Partiendo del hallazgo de la acción paralela, debido a David Wark Griffith, que supuso para el séptimo arte un avance narrativo sin comparación hasta la entrada en escena de Eisenstein, La huelga es el primer largometraje del cineasta ruso que, primero, fue adoptado como altavoz cinematográfico de la revolución rusa para, después, ser repudiado y acabar sus días en la más completa de las ruinas. En ella, Eisenstein demuestra que el montaje se puede realizar de forma completamente distinta a la del maestro norteamericano haciendo que la relación entre dos planos pueda ser metafórica y sin seguir una narración lineal difuminando la frontera de unos acontecimientos exteriores que son reproducidos como elementos contrarios.

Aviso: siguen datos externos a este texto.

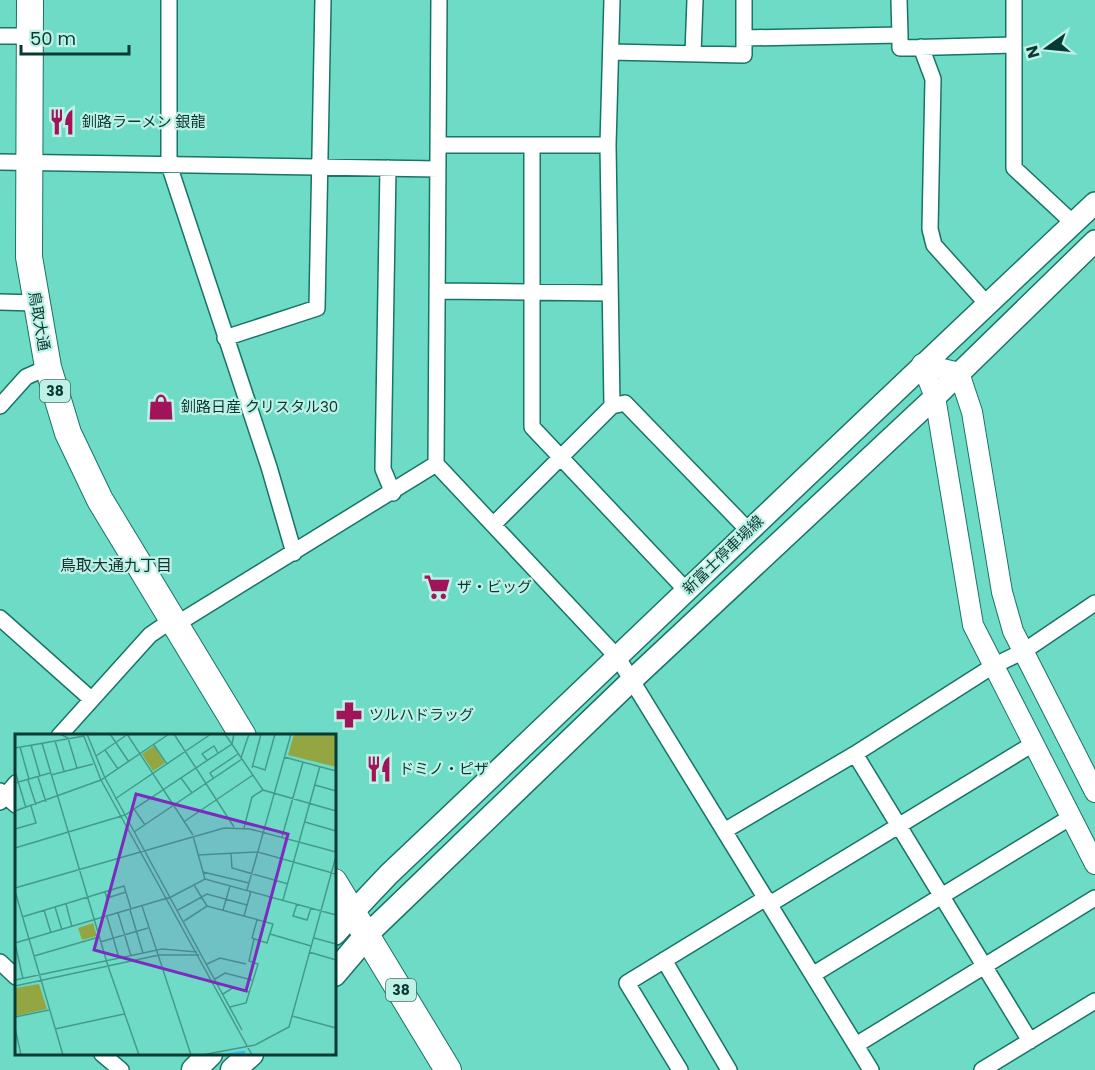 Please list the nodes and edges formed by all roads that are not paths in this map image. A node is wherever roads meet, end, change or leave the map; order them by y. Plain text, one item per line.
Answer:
1 (30, 0) edge
2 (169, 0) edge
3 (323, 0) edge
4 (439, 0) edge
5 (612, 0) edge
6 (695, 0) edge
7 (744, 0) edge
8 (899, 0) edge
9 (1014, 0) edge
10 (900, 35) junction
11 (0, 36) edge
12 (31, 36) junction
13 (744, 38) junction
14 (1014, 45) junction
15 (921, 47) junction
16 (611, 52) junction
17 (693, 54) junction
18 (438, 145) junction
19 (532, 145) junction
20 (608, 145) junction
21 (0, 162) edge
22 (30, 162) junction
23 (169, 165) junction
24 (320, 167) junction
25 (388, 168) junction
26 (438, 169) junction
27 (1095, 203) edge
28 (1073, 223) junction
29 (1095, 241) edge
30 (438, 291) junction
31 (532, 292) junction
32 (610, 293) junction
33 (0, 302) edge
34 (35, 303) junction
35 (987, 304) junction
36 (225, 338) junction
37 (922, 364) junction
38 (48, 367) junction
39 (959, 374) junction
40 (935, 397) junction
41 (0, 406) edge
42 (612, 406) junction
43 (560, 457) junction
44 (436, 464) junction
45 (393, 493) junction
46 (493, 525) junction
47 (749, 531) junction
48 (294, 553) junction
49 (686, 591) junction
50 (1095, 603) edge
51 (0, 618) edge
52 (174, 623) junction
53 (1023, 651) junction
54 (618, 658) junction
55 (993, 666) junction
56 (632, 680) junction
57 (91, 699) junction
58 (59, 734) edge
59 (242, 734) edge
60 (1033, 744) junction
61 (855, 754) junction
62 (15, 784) edge
63 (1095, 792) edge
64 (5, 798) edge
65 (1071, 817) junction
66 (899, 826) junction
67 (724, 831) junction
68 (1095, 864) edge
69 (336, 885) edge
70 (942, 896) junction
71 (1095, 898) edge
72 (768, 901) junction
73 (354, 911) junction
74 (336, 931) edge
75 (368, 934) junction
76 (664, 960) junction
77 (0, 962) edge
78 (984, 966) junction
79 (336, 972) edge
80 (814, 974) junction
81 (15, 976) edge
82 (1095, 1001) edge
83 (1030, 1041) junction
84 (856, 1045) junction
85 (104, 1055) edge
86 (208, 1055) edge
87 (248, 1055) edge
88 (1003, 1064) edge
89 (121, 1070) edge
90 (194, 1070) edge
91 (233, 1070) edge
92 (448, 1070) edge
93 (680, 1070) edge
94 (729, 1070) edge
95 (871, 1070) edge
96 (982, 1070) edge

1 - 12 highway, 鳥取大通 / 38
2 - 23 street
3 - 24 street
4 - 18 street
5 - 16 street
6 - 17 street
7 - 13 street
8 - 10 street
9 - 14 street
10 - 13 street
10 - 15 street
11 - 12 street
12 - 22 highway, 鳥取大通 / 38
13 - 17 street
14 - 15 street
14 - 28 street
15 - 35 street
16 - 17 street
16 - 20 street
18 - 19 street
18 - 26 street
19 - 20 street
19 - 31 street
20 - 32 street
21 - 22 street
22 - 23 street
22 - 34 highway, 鳥取大通 / 38
23 - 24 street
23 - 36 street
24 - 25 street
24 - 36 street
25 - 26 street
25 - 45 street
26 - 30 street
27 - 28 main road, 新富士停車場線
28 - 35 main road, 新富士停車場線
29 - 39 main road, 新富士停車場線
30 - 31 street
30 - 44 street
31 - 32 street
31 - 43 street
32 - 42 street
33 - 34 street
34 - 38 highway, 鳥取大通 / 38
35 - 37 main road, 新富士停車場線
36 - 48 street
37 - 39 street
37 - 40 street
37 - 47 main road, 新富士停車場線
38 - 41 street
38 - 52 highway, 鳥取大通 / 38
39 - 40 main road, 新富士停車場線
39 - 53 street
40 - 55 street
40 - 56 main road, 新富士停車場線
42 - 43 street
42 - 47 street
43 - 46 street
43 - 49 street
44 - 45 street
44 - 46 street
45 - 48 street
46 - 54 street
47 - 49 main road, 新富士停車場線
48 - 52 street
49 - 54 main road, 新富士停車場線
50 - 53 street
51 - 57 street
52 - 57 street
52 - 59 highway, 鳥取大通 / 38
53 - 55 street
53 - 63 street
54 - 56 street
54 - 73 main road, 新富士停車場線
55 - 60 street
55 - 61 street
56 - 67 street
56 - 75 main road, 新富士停車場線
57 - 58 street
60 - 65 street
60 - 66 street
61 - 66 street
61 - 67 street
62 - 64 street
65 - 68 street
65 - 70 street
66 - 70 street
66 - 72 street
67 - 72 street
69 - 73 highway, 38
70 - 78 street
70 - 80 street
71 - 78 street
72 - 76 street
72 - 80 street
73 - 74 main road
73 - 75 highway, 38
75 - 79 main road
75 - 92 highway, 38
76 - 93 street
76 - 94 street
77 - 81 street
78 - 83 street
78 - 84 street
80 - 84 street
82 - 83 street
83 - 88 street
84 - 95 street
85 - 89 street
86 - 90 main road
87 - 91 main road
88 - 96 street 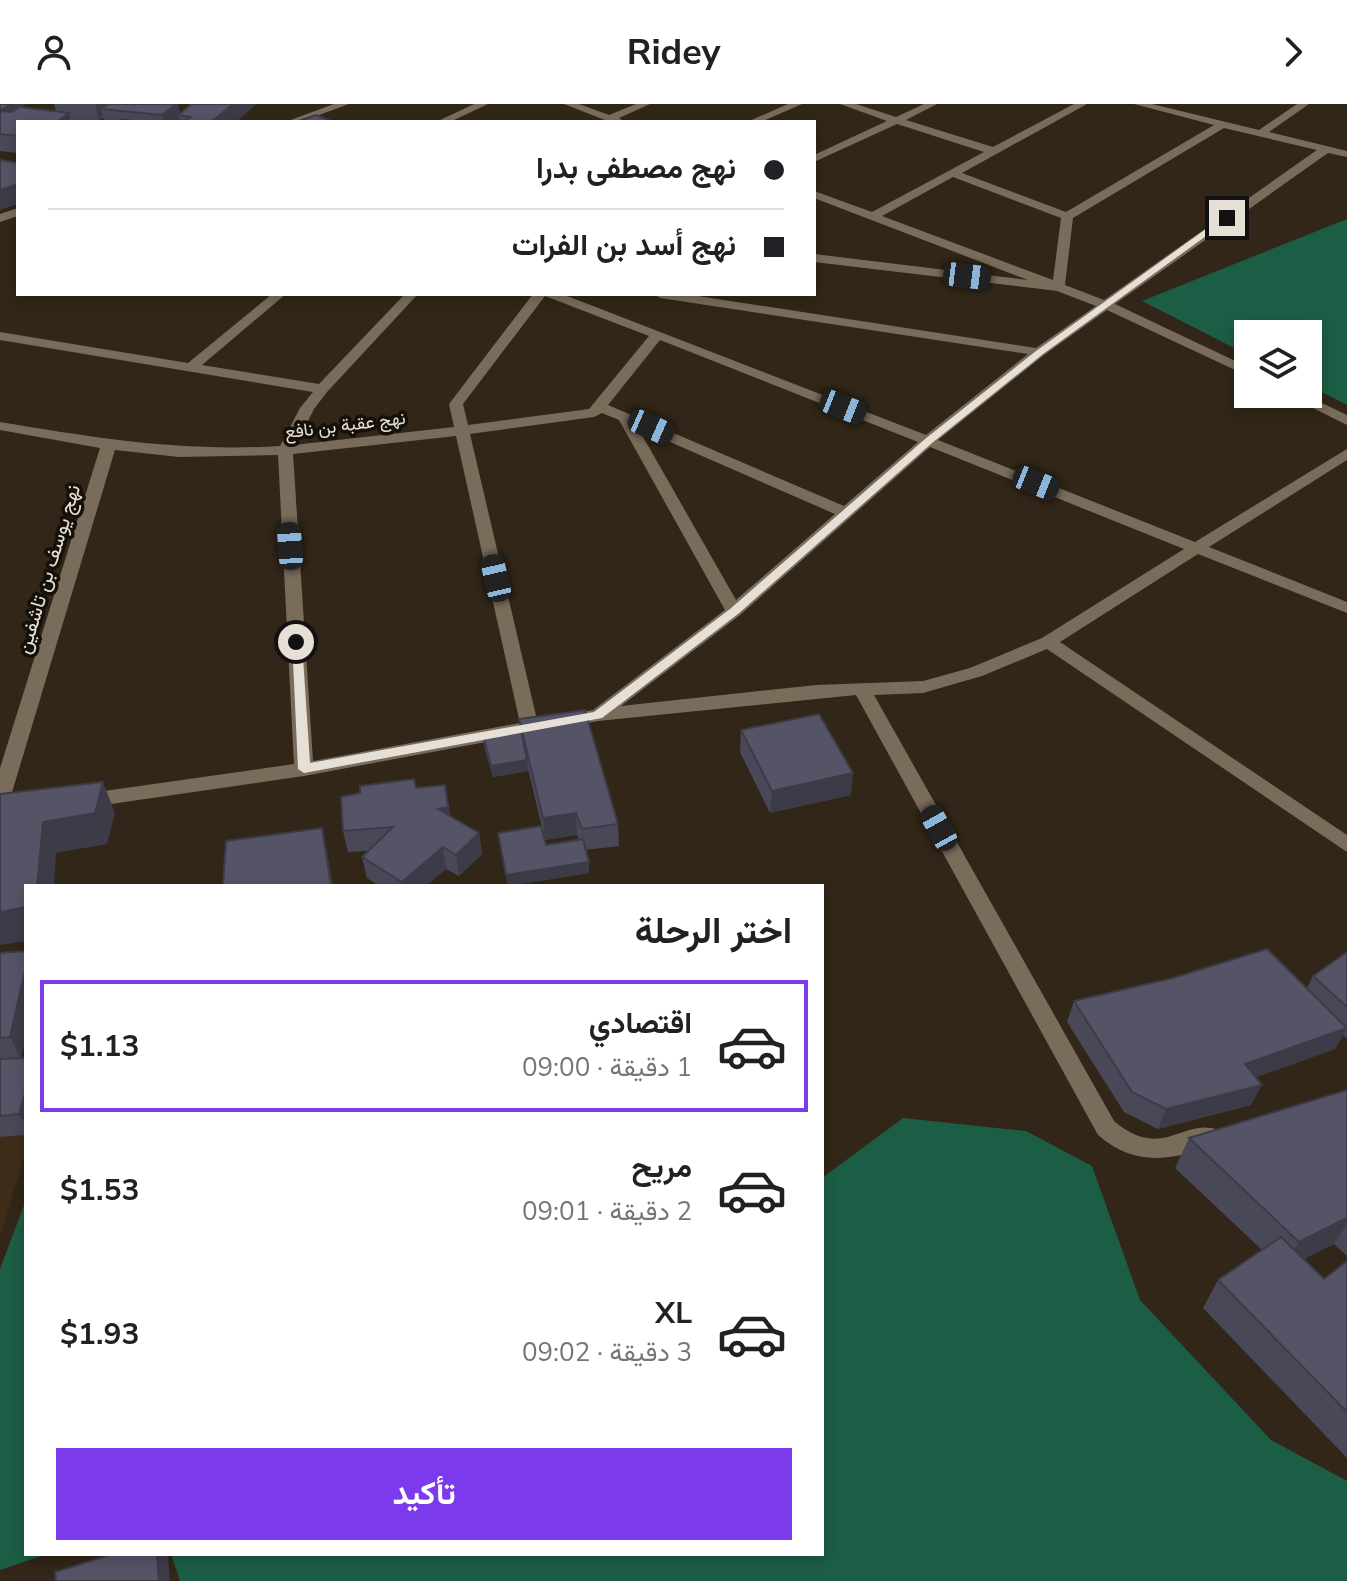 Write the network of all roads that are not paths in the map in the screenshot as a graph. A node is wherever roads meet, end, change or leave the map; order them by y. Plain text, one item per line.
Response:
1 (344, 104) edge
2 (483, 104) edge
3 (569, 104) edge
4 (645, 104) edge
5 (797, 104) edge
6 (845, 104) edge
7 (932, 104) edge
8 (1082, 104) edge
9 (1139, 104) edge
10 (1304, 104) edge
11 (296, 120) edge
12 (446, 120) edge
13 (615, 120) edge
14 (757, 120) edge
15 (896, 121) junction
16 (1223, 124) junction
17 (1261, 133) junction
18 (1326, 149) junction
19 (993, 151) junction
20 (1347, 154) edge
21 (816, 158) edge
22 (952, 173) junction
23 (816, 195) edge
24 (873, 216) junction
25 (1067, 216) junction
26 (816, 258) edge
27 (1058, 287) junction
28 (278, 296) edge
29 (410, 296) edge
30 (538, 296) edge
31 (555, 296) edge
32 (674, 296) edge
33 (777, 296) edge
34 (1104, 304) junction
35 (769, 310) junction
36 (657, 335) junction
37 (0, 336) edge
38 (1039, 352) junction
39 (1234, 365) edge
40 (191, 367) junction
41 (322, 389) junction
42 (599, 406) junction
43 (1321, 408) edge
44 (623, 414) junction
45 (1347, 421) edge
46 (0, 426) edge
47 (462, 429) junction
48 (928, 441) junction
49 (109, 444) junction
50 (285, 451) junction
51 (1347, 453) edge
52 (846, 513) junction
53 (1197, 547) junction
54 (1347, 608) edge
55 (734, 611) junction
56 (1048, 642) junction
57 (863, 692) junction
58 (598, 715) junction
59 (530, 728) junction
60 (304, 769) junction
61 (0, 799) edge
62 (61, 804) edge
63 (1347, 845) edge
64 (1227, 1132) edge

1 - 11 street
2 - 12 street
3 - 13 street
4 - 13 street
5 - 14 street
6 - 15 street
7 - 15 street
8 - 19 street
9 - 16 street
10 - 17 street
15 - 19 street
15 - 21 street
16 - 17 street
16 - 25 street
17 - 18 street
18 - 20 street
18 - 34 street
19 - 22 street
22 - 24 street
22 - 25 street
23 - 24 street
24 - 27 street
25 - 27 street
26 - 27 street
27 - 34 street
28 - 40 street
29 - 41 street
30 - 47 street
31 - 36 street
32 - 35 street
33 - 35 street
34 - 38 street
34 - 39 street
35 - 38 street
36 - 42 street
36 - 48 street
37 - 40 street
38 - 48 street
40 - 41 street
41 - 50 street
42 - 44 street
42 - 47 street, نهج عقبة بن نافع
43 - 45 street
44 - 52 street
44 - 55 street
46 - 49 street, نهج عقبة بن نافع
47 - 50 street, نهج عقبة بن نافع
47 - 59 street
48 - 52 street
48 - 53 street
49 - 50 street, نهج عقبة بن نافع
49 - 61 street, نهج يوسف بن تاشفين
50 - 60 street
51 - 53 street
52 - 55 street
53 - 54 street
53 - 56 street
55 - 58 street
56 - 57 street
56 - 63 street
57 - 58 street
57 - 64 street
58 - 59 street
59 - 60 street
60 - 62 street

El resultado de toda esta jerga cinematográfica es que, lejos de perder el sentido, Eisenstein conseguía multiplicar a escala geométrica las sensaciones del espectador frente a los hechos que nos está narrando.
Así, frente al cine tradicional que se hizo hasta 1925, que se basaba en los personajes, Eisenstein propone, en esta ocasión, una historia colectiva (qué otra cosa puede ser si no una huelga), sin protagonistas individuales sino haciendo que la masa, el conjunto de las individualidades sea la auténtica estrella dentro de un estilo que rondaba peligrosamente las maneras del documental. Su narración nunca está supeditada a las normas clásicas de continuidad como en esa secuencia, magistral en su concepción, en que la policía zarista reprime la huelga de forma violenta y Eisenstein alterna los planos de esa crueldad desatada con imágenes de reses sacrificadas en el matadero…Una metáfora que se implica en la propia continuidad de la historia…
Es evidente que La huelga no deja de ser una pieza realizada con afanes propagandísticos pero tampoco cabe ninguna duda de que, dentro de sus fines, hay una maestría absoluta en el manejo de las tijeras, en la prolongación de la emoción y en la ampliación de sentimientos que hace que seamos también parte de una historia colectiva, de un movimiento contra la injusticia, de un grito de desesperación pergeñado con las cuerdas vocales de la pura valentía. El resultado es una obra maestra de sentido visual pocas veces igualado en el cine en la que vemos cómo los cuerpos corren, saltan, se mueven, caen, luchan, escalan. Y los héroes son aquellos que día a día, a través de una vida de rutina y opresión, siguen queriendo el miserable sueldo que les provee de una taza de caldo caliente y un mendrugo de pan.
Hay que tener mucho corazón, además de muchas ganas de hacer propaganda, para realizar una obra que estuvo durante mucho tiempo en la vanguardia estética y que, al mismo tiempo, removiera nuestros corazones, pues en algún lugar de los latidos que hacen que sigamos viviendo, sigue trabajando nuestra alma subyugada. Sí. Todo eso está en la película. Y es que Eisenstein quiere decir montaje.